Retinoids inhibit adhesion to laminin in human pancreatic carcinoma cells via the alpha(6)beta(1)-integrin receptor

Background & Aims: The initial step in tumor invasion and metastasis is determined by adhesion of tumor cells to basement membranes. To evaluate their potential therapeutic use in controlling local growth and metastasis, the effects of retinoids on the adhesive properties in the human pancreatic carcinoma cell line DAN-G were examined. Methods: The effects of retinoids on cellular adhesion were assessed by adhesion assays in vitro. The expression of laminin-binding proteins was characterized by Northern blotting, radioimmunoprecipitation, and flow-cytometric analysis. Results: Treatment with retinoids results in a time- and dose-dependent inhibition of DAN-G cell adhesion to fibronection and laminin but not to collagens I, IV, and VI. The adhesion of DAN-G cells to laminin could be blocked completely by anti-alpha(6) and anti-beta(1) antibodies but not by the synthetic peptide YIGSR. Flow-cytometric analysis of DAN-G cells showed no quantitative difference for alpha(6)-integrin expression in retinoid treated and untreated DAN-G cells.
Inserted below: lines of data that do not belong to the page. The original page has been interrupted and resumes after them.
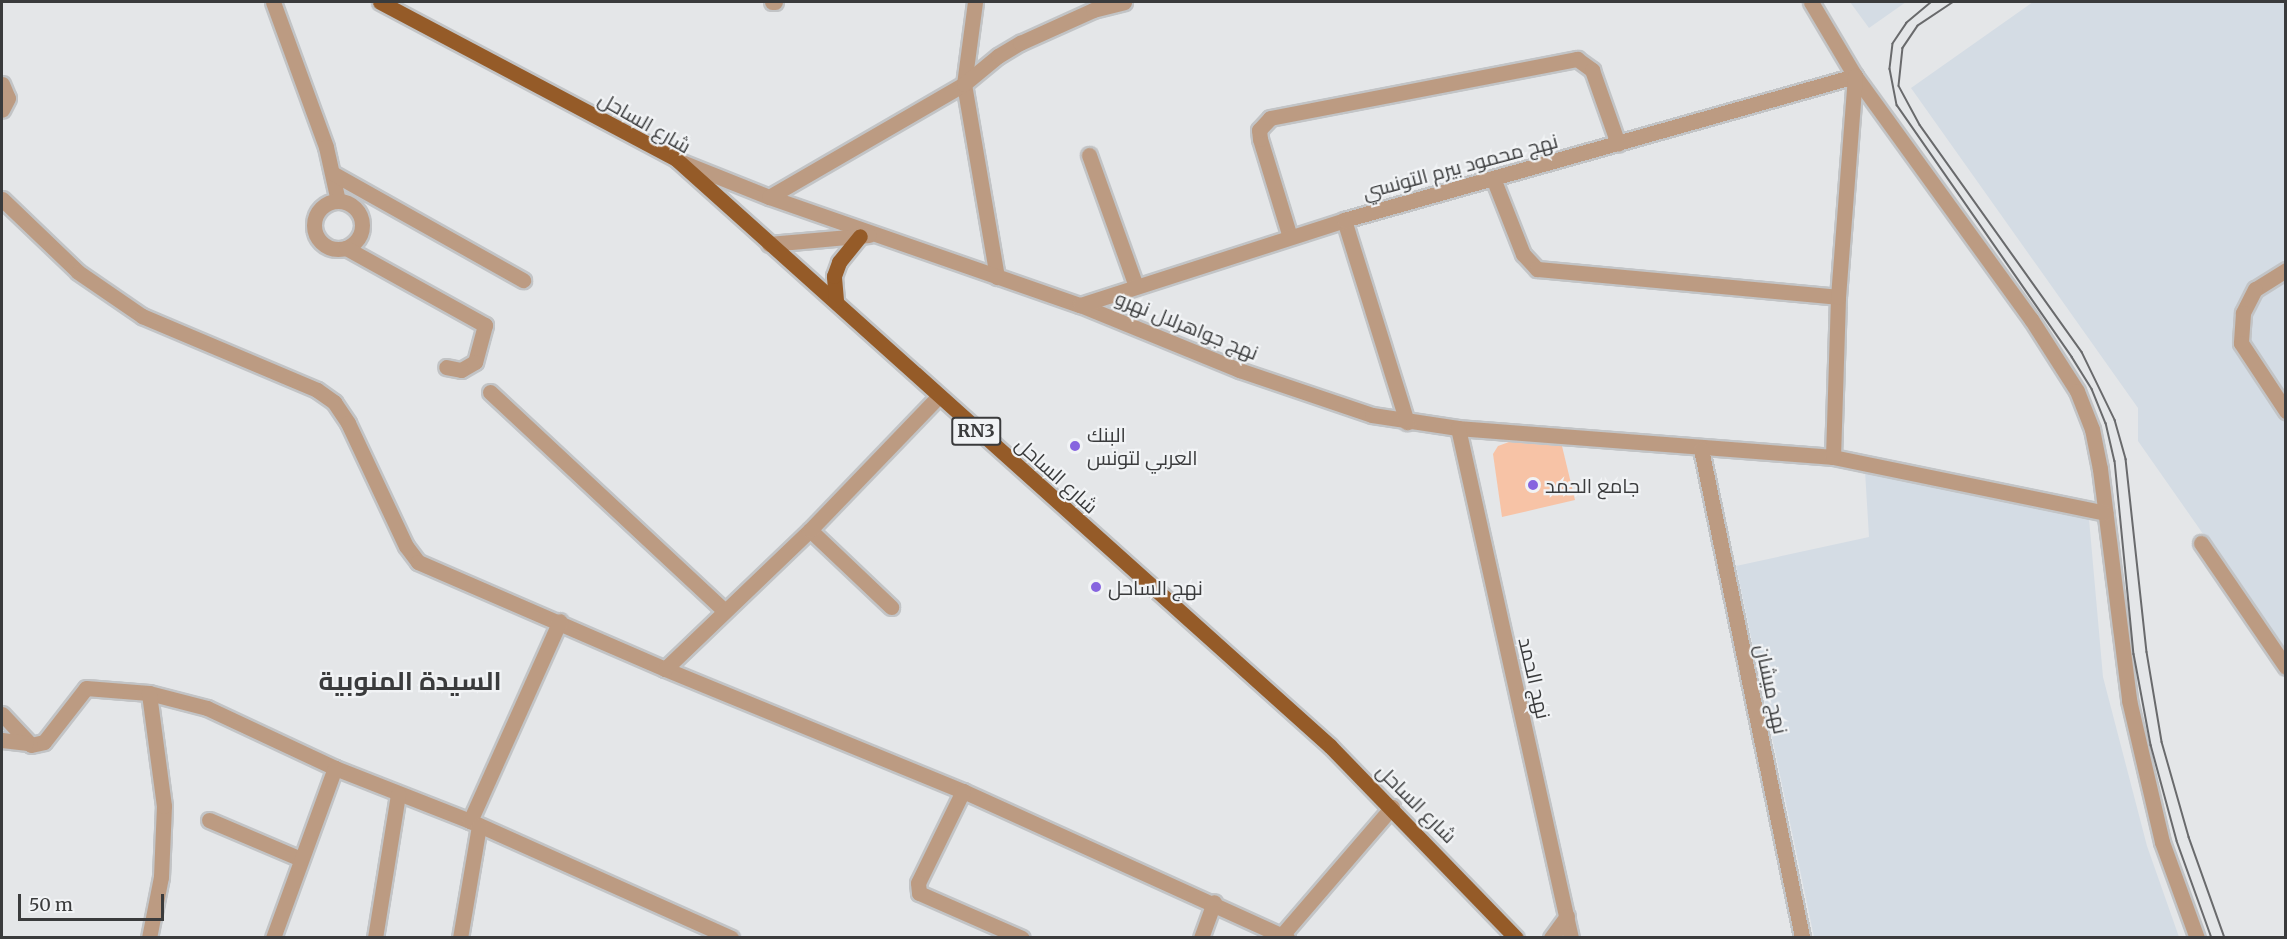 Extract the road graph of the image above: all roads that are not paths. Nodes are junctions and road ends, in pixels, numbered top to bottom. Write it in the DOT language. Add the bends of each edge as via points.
graph roads {
  1 [pos="273,2"];
  2 [pos="380,2"];
  3 [pos="975,2"];
  4 [pos="1124,2"];
  5 [pos="1811,2"];
  6 [pos="1855,76"];
  7 [pos="2,84"];
  8 [pos="964,84"];
  9 [pos="2,110"];
  10 [pos="1618,144"];
  11 [pos="1089,155"];
  12 [pos="676,159"];
  13 [pos="334,174"];
  14 [pos="1493,178"];
  15 [pos="769,197"];
  16 [pos="2,199"];
  17 [pos="338,201"];
  18 [pos="1344,220"];
  19 [pos="878,234"];
  20 [pos="860,236"];
  21 [pos="1290,237"];
  22 [pos="769,244"];
  23 [pos="346,248"];
  24 [pos="2286,270"];
  25 [pos="997,277"];
  26 [pos="523,280"];
  27 [pos="1136,286"];
  28 [pos="1838,297"];
  29 [pos="836,300"];
  30 [pos="1080,305"];
  31 [pos="446,367"];
  32 [pos="490,392"];
  33 [pos="938,398"];
  34 [pos="2286,411"];
  35 [pos="1407,422"];
  36 [pos="1458,428"];
  37 [pos="1701,450"];
  38 [pos="1833,457"];
  39 [pos="2105,513"];
  40 [pos="810,530"];
  41 [pos="2201,543"];
  42 [pos="891,607"];
  43 [pos="725,611"];
  44 [pos="560,621"];
  45 [pos="2286,667"];
  46 [pos="665,669"];
  47 [pos="149,693"];
  48 [pos="2,714"];
  49 [pos="2,740"];
  50 [pos="26,743"];
  51 [pos="335,768"];
  52 [pos="963,791"];
  53 [pos="398,794"];
  54 [pos="1392,807"];
  55 [pos="209,820"];
  56 [pos="474,824"];
  57 [pos="301,859"];
  58 [pos="1214,902"];
  59 [pos="1567,916"];
  60 [pos="1285,936"];
  61 [pos="149,938"];
  62 [pos="273,938"];
  63 [pos="375,938"];
  64 [pos="460,938"];
  65 [pos="731,938"];
  66 [pos="1022,938"];
  67 [pos="1201,938"];
  68 [pos="1516,938"];
  69 [pos="1551,938"];
  70 [pos="1571,938"];
  71 [pos="1802,938"];
  72 [pos="2197,938"];
  1 -- 13 [label="street"];
  2 -- 12 [label="main road, شارع الساحل / RN3"];
  3 -- 8 [label="street"];
  4 -- 8 [label="street" via="1075,17 1020,44 998,56"];
  5 -- 6 [label="street"];
  6 -- 10 [label="street, نهج محمود بيرم التونسي"];
  6 -- 28 [label="street"];
  6 -- 39 [label="street" via="2072,382 2092,429"];
  7 -- 9 [label="street" via="8,98"];
  8 -- 15 [label="street"];
  8 -- 25 [label="street"];
  10 -- 14 [label="street, نهج محمود بيرم التونسي"];
  10 -- 21 [label="street" via="1592,70 1577,59 1270,118 1260,130 1260,139"];
  11 -- 27 [label="street"];
  12 -- 15 [label="street, نهج جواهرلال نهرو"];
  12 -- 22 [label="main road, شارع الساحل / RN3"];
  13 -- 17 [label="street"];
  13 -- 26 [label="street"];
  14 -- 18 [label="street, نهج محمود بيرم التونسي"];
  14 -- 28 [label="street" via="1523,254 1537,269"];
  15 -- 19 [label="street, نهج جواهرلال نهرو"];
  16 -- 44 [label="street" via="78,272 142,316 326,395 343,413 414,558"];
  17 -- 23 [label="street" via="354,207 362,221 359,237"];
  17 -- 23 [label="street" via="322,206 314,229 329,248"];
  18 -- 21 [label="street, نهج محمود بيرم التونسي"];
  18 -- 35 [label="street"];
  19 -- 20 [label="street"];
  19 -- 25 [label="street, نهج جواهرلال نهرو"];
  20 -- 22 [label="street"];
  20 -- 29 [label="main road" via="839,262 834,276"];
  21 -- 27 [label="street, نهج محمود بيرم التونسي"];
  22 -- 29 [label="main road, شارع الساحل / RN3"];
  23 -- 31 [label="street" via="485,325 474,362 460,370"];
  24 -- 34 [label="street" via="2255,289 2243,314 2241,343"];
  25 -- 30 [label="street, نهج جواهرلال نهرو"];
  27 -- 30 [label="street, نهج محمود بيرم التونسي"];
  28 -- 38 [label="street"];
  29 -- 33 [label="main road, شارع الساحل / RN3"];
  30 -- 35 [label="street, نهج جواهرلال نهرو" via="1337,405"];
  32 -- 43 [label="street"];
  33 -- 40 [label="street"];
  33 -- 54 [label="main road, شارع الساحل / RN3" via="1330,746"];
  35 -- 36 [label="street, نهج جواهرلال نهرو"];
  36 -- 37 [label="street, نهج جواهرلال نهرو"];
  36 -- 59 [label="street, نهج الحمد"];
  37 -- 38 [label="street, نهج جواهرلال نهرو"];
  37 -- 71 [label="street, نهج ميشان"];
  38 -- 39 [label="street, نهج جواهرلال نهرو"];
  39 -- 72 [label="street" via="2129,700 2162,842"];
  40 -- 42 [label="street"];
  40 -- 43 [label="street"];
  41 -- 45 [label="street"];
  43 -- 46 [label="street"];
  44 -- 46 [label="street"];
  44 -- 56 [label="street"];
  46 -- 52 [label="street"];
  47 -- 50 [label="street" via="86,688 44,742"];
  47 -- 51 [label="street" via="207,708"];
  47 -- 61 [label="street" via="164,806 161,877"];
  48 -- 50 [label="street"];
  49 -- 50 [label="street"];
  51 -- 53 [label="street"];
  51 -- 57 [label="street"];
  52 -- 58 [label="street"];
  52 -- 66 [label="street" via="918,883 920,893"];
  53 -- 56 [label="street"];
  53 -- 63 [label="street"];
  54 -- 60 [label="street"];
  54 -- 68 [label="main road, شارع الساحل / RN3"];
  55 -- 57 [label="street"];
  56 -- 64 [label="street"];
  56 -- 65 [label="street"];
  57 -- 62 [label="street"];
  58 -- 60 [label="street"];
  58 -- 67 [label="street"];
  59 -- 69 [label="street"];
  59 -- 70 [label="street, نهج الحمد"];
}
Furthermore, radioimmunoprecipitation showed no difference in the appearence of alpha(6) beta(1)-integrin expression after retinoid incubation. Conclusions: Retinoids decrease pancreatic carcinoma cell adhesion to laminin via an as yet unidentified mechanism involving alteration of the alpha(6) beta(1)-integrin receptor function and thereby open interesting perspectives for the modulation of infiltrative growth and metastasis in pancreatic cancer.